Coronavirus developments in Europe are unlikely to be early signs of what will happen weeks later in the US, partly due to America’s advances in vaccinating its population, said Dr. Scott Gottlieb told CNBC on Monday.
Former Food and Drug Administration Commissioner’s comments on Squawk Box come a day after White House Chief Medical Officer Dr. Anthony Fauci said the situation in Europe shows why U.S. states shouldn’t completely abandon pandemic precautions right now.
Italy is putting stricter business restrictions in certain parts of the country after a surge in new infections, including an upcoming nationwide lockdown for the Easter weekend. Health officials in Germany have also warned of an increase in Covid cases.
“I used to say that we are four to maybe six weeks behind Europe, and we were,” said Gottlieb, referring to earlier phases of the global health crisis. “Everything that happened in Europe happened here at some point. Now the tables have turned. We are ahead of Europe.”

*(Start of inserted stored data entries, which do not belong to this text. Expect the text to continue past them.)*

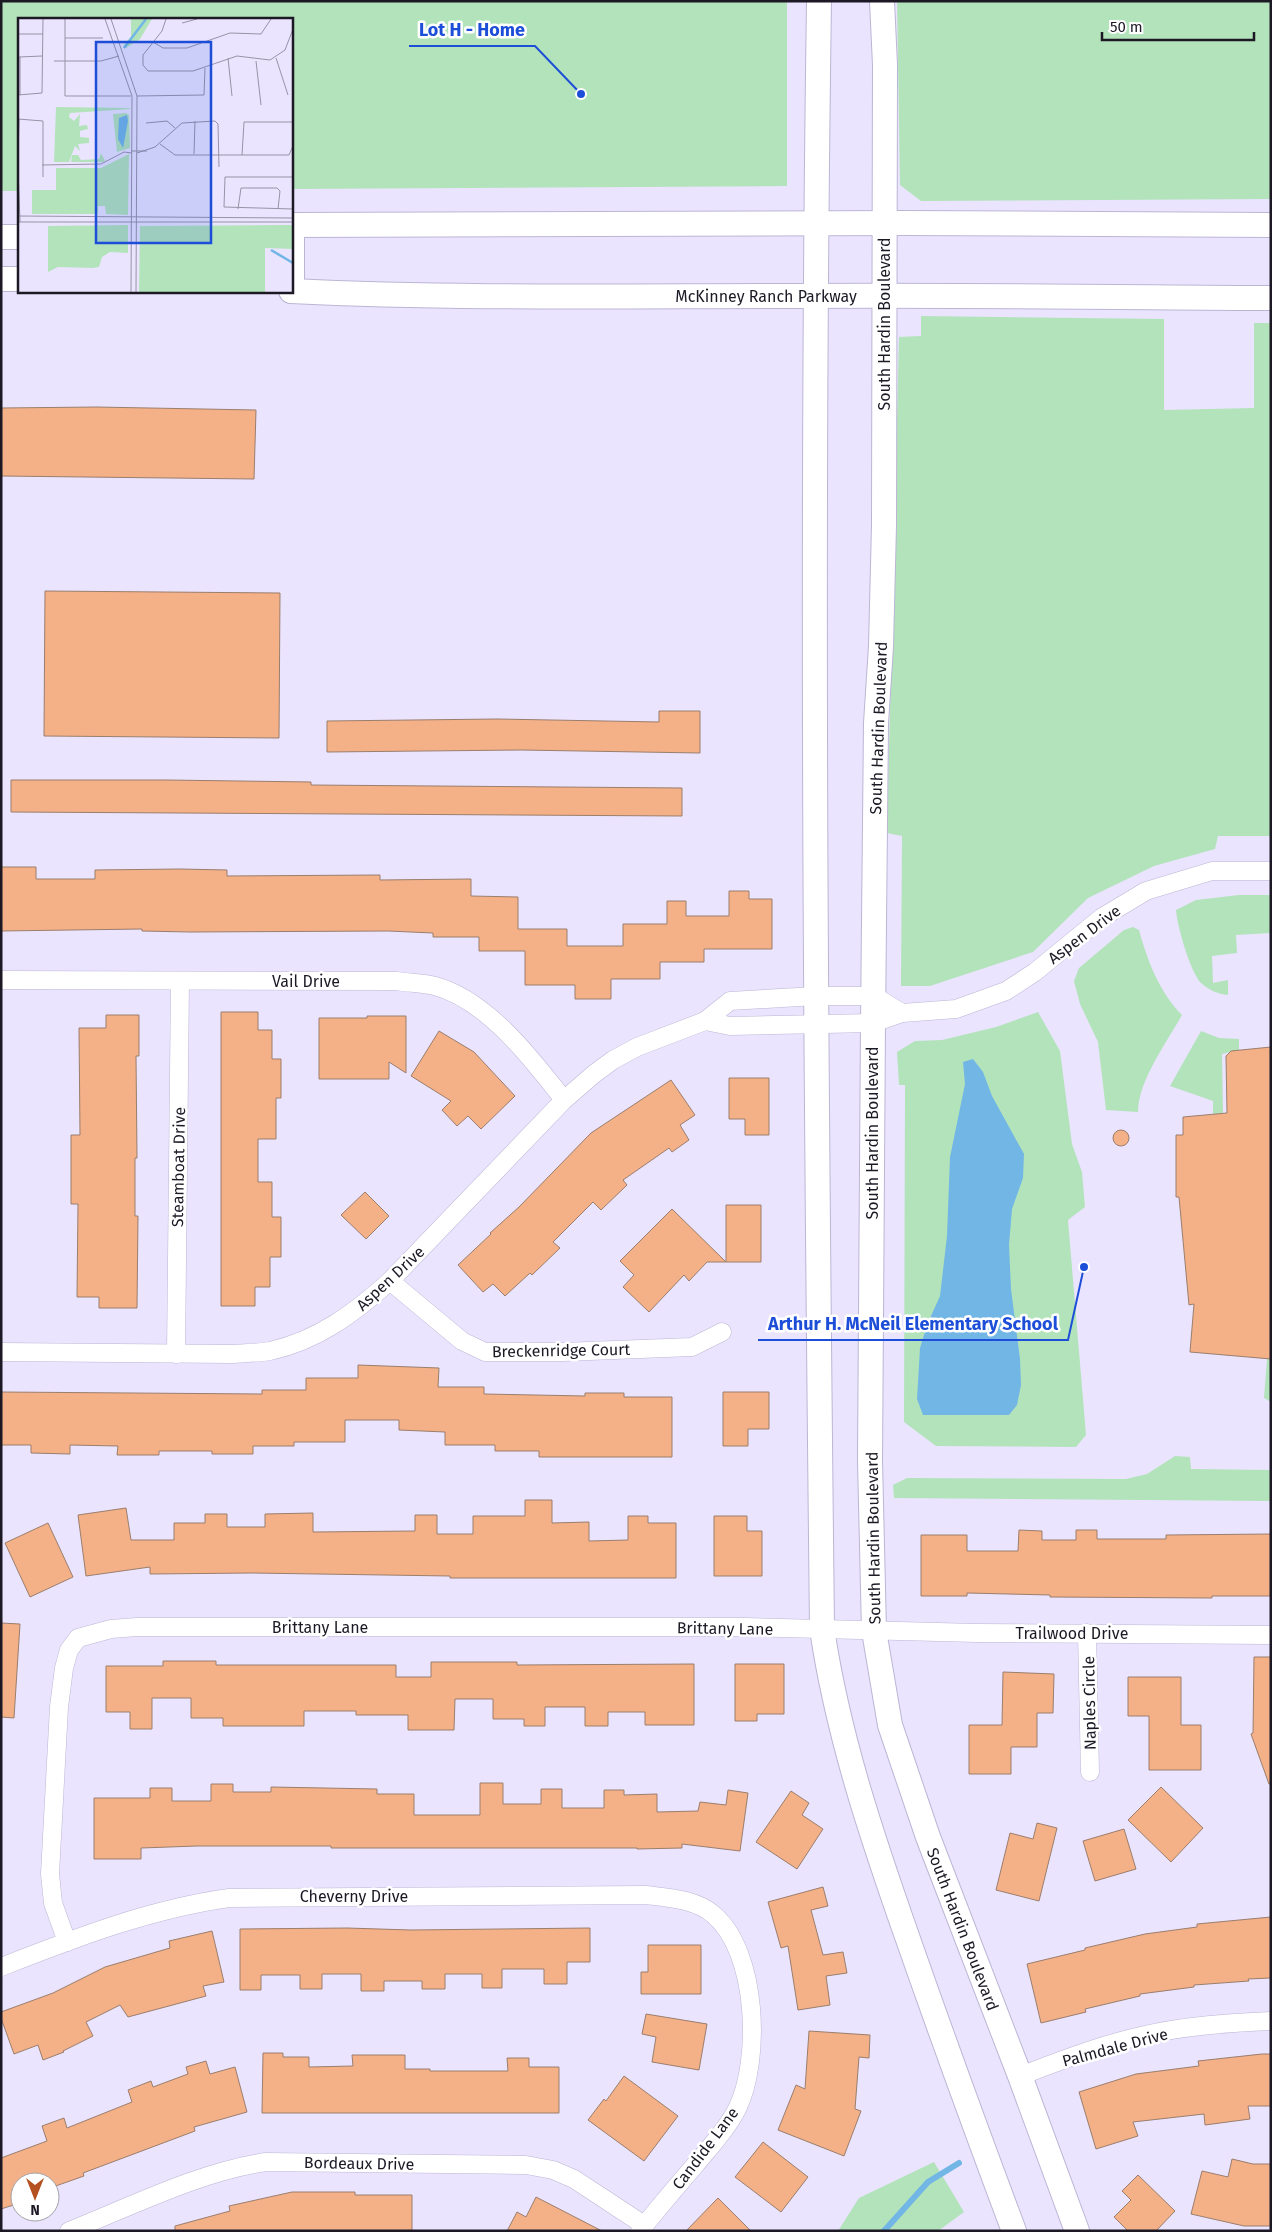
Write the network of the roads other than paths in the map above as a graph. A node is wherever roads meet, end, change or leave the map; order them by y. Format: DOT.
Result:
graph roads {
  1 [pos="819,1"];
  2 [pos="882,1"];
  3 [pos="816,223"];
  4 [pos="883,223"];
  5 [pos="292,225"];
  6 [pos="1271,225"];
  7 [pos="1,238"];
  8 [pos="18,238"];
  9 [pos="1,279"];
  10 [pos="18,279"];
  11 [pos="292,291"];
  12 [pos="815,296"];
  13 [pos="883,296"];
  14 [pos="1271,298"];
  15 [pos="1271,871"];
  16 [pos="1,980"];
  17 [pos="180,981"];
  18 [pos="816,996"];
  19 [pos="874,996"];
  20 [pos="902,1013"];
  21 [pos="705,1021"];
  22 [pos="873,1023"];
  23 [pos="815,1024"];
  24 [pos="564,1100"];
  25 [pos="390,1281"];
  26 [pos="722,1332"];
  27 [pos="1,1352"];
  28 [pos="176,1354"];
  29 [pos="822,1629"];
  30 [pos="874,1631"];
  31 [pos="1087,1633"];
  32 [pos="1271,1635"];
  33 [pos="1090,1772"];
  34 [pos="714,1915"];
  35 [pos="66,1942"];
  36 [pos="1,1967"];
  37 [pos="1271,2021"];
  38 [pos="1020,2076"];
  39 [pos="642,2228"];
  40 [pos="69,2231"];
  41 [pos="1014,2231"];
  42 [pos="1077,2231"];
  1 -- 3 [label="main road"];
  2 -- 4 [label="main road, South Hardin Boulevard"];
  3 -- 4 [label="main road"];
  3 -- 5 [label="main road"];
  3 -- 12 [label="main road"];
  4 -- 6 [label="main road"];
  4 -- 13 [label="main road, South Hardin Boulevard"];
  5 -- 11 [label="main road"];
  7 -- 8 [label="main road"];
  9 -- 10 [label="main road"];
  11 -- 12 [label="main road, McKinney Ranch Parkway"];
  12 -- 13 [label="main road, McKinney Ranch Parkway"];
  12 -- 18 [label="main road"];
  13 -- 14 [label="main road, McKinney Ranch Parkway"];
  13 -- 19 [label="main road, South Hardin Boulevard"];
  15 -- 20 [label="street, Aspen Drive"];
  16 -- 17 [label="street, Vail Drive"];
  17 -- 24 [label="street, Vail Drive"];
  17 -- 28 [label="street, Steamboat Drive"];
  18 -- 19 [label="street, Aspen Drive"];
  18 -- 21 [label="street, Aspen Drive"];
  18 -- 23 [label="main road"];
  19 -- 20 [label="street"];
  19 -- 22 [label="main road, South Hardin Boulevard"];
  20 -- 22 [label="street, Aspen Drive"];
  21 -- 23 [label="street, Aspen Drive"];
  21 -- 24 [label="street, Aspen Drive"];
  22 -- 23 [label="street, Aspen Drive"];
  22 -- 30 [label="main road, South Hardin Boulevard"];
  23 -- 29 [label="main road"];
  24 -- 25 [label="street, Aspen Drive"];
  25 -- 26 [label="street, Breckenridge Court"];
  25 -- 28 [label="street, Aspen Drive"];
  27 -- 28 [label="street, Aspen Drive"];
  29 -- 30 [label="street, Brittany Lane"];
  29 -- 35 [label="street, Brittany Lane"];
  29 -- 41 [label="main road"];
  30 -- 31 [label="street, Trailwood Drive"];
  30 -- 38 [label="main road, South Hardin Boulevard"];
  31 -- 32 [label="street, Trailwood Drive"];
  31 -- 33 [label="street, Naples Circle"];
  34 -- 35 [label="street, Cheverny Drive"];
  34 -- 39 [label="street, Candide Lane"];
  35 -- 36 [label="street, Cheverny Drive"];
  37 -- 38 [label="street, Palmdale Drive"];
  38 -- 42 [label="main road, South Hardin Boulevard"];
  39 -- 40 [label="street, Bordeaux Drive"];
}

“I don’t think that the conditions in Europe and the situation in Europe inevitably predict what will happen here, as we in our population have much more immunity, both against previous infections – which they have – and now against vaccinations” added Gottlieb, a board member at Pfizer, which makes a Covid vaccine.
According to the European Center for Disease Prevention and Control, around 9.5% of the vaccine-able population in the member states of the EU and the European Economic Area had at least one Covid shot. About 7.5% of Italians aged 18 and over and 8.5% of Germans aged 18 and over had at least one dose of Covid vaccine, according to ECDC data.
In contrast, 27% of the American adult population have received at least one Covid shot, according to the U.S. Centers for Disease Control and Prevention.
Pfizer and Moderna vaccines both require two doses for complete protection of immunity. Johnson & Johnson’s vaccine, which requires only a single shot, was recently cleared for use by the European Union. US regulators gave J & J’s vaccine emergency approval late last month after clearing Pfizer and Moderna in December.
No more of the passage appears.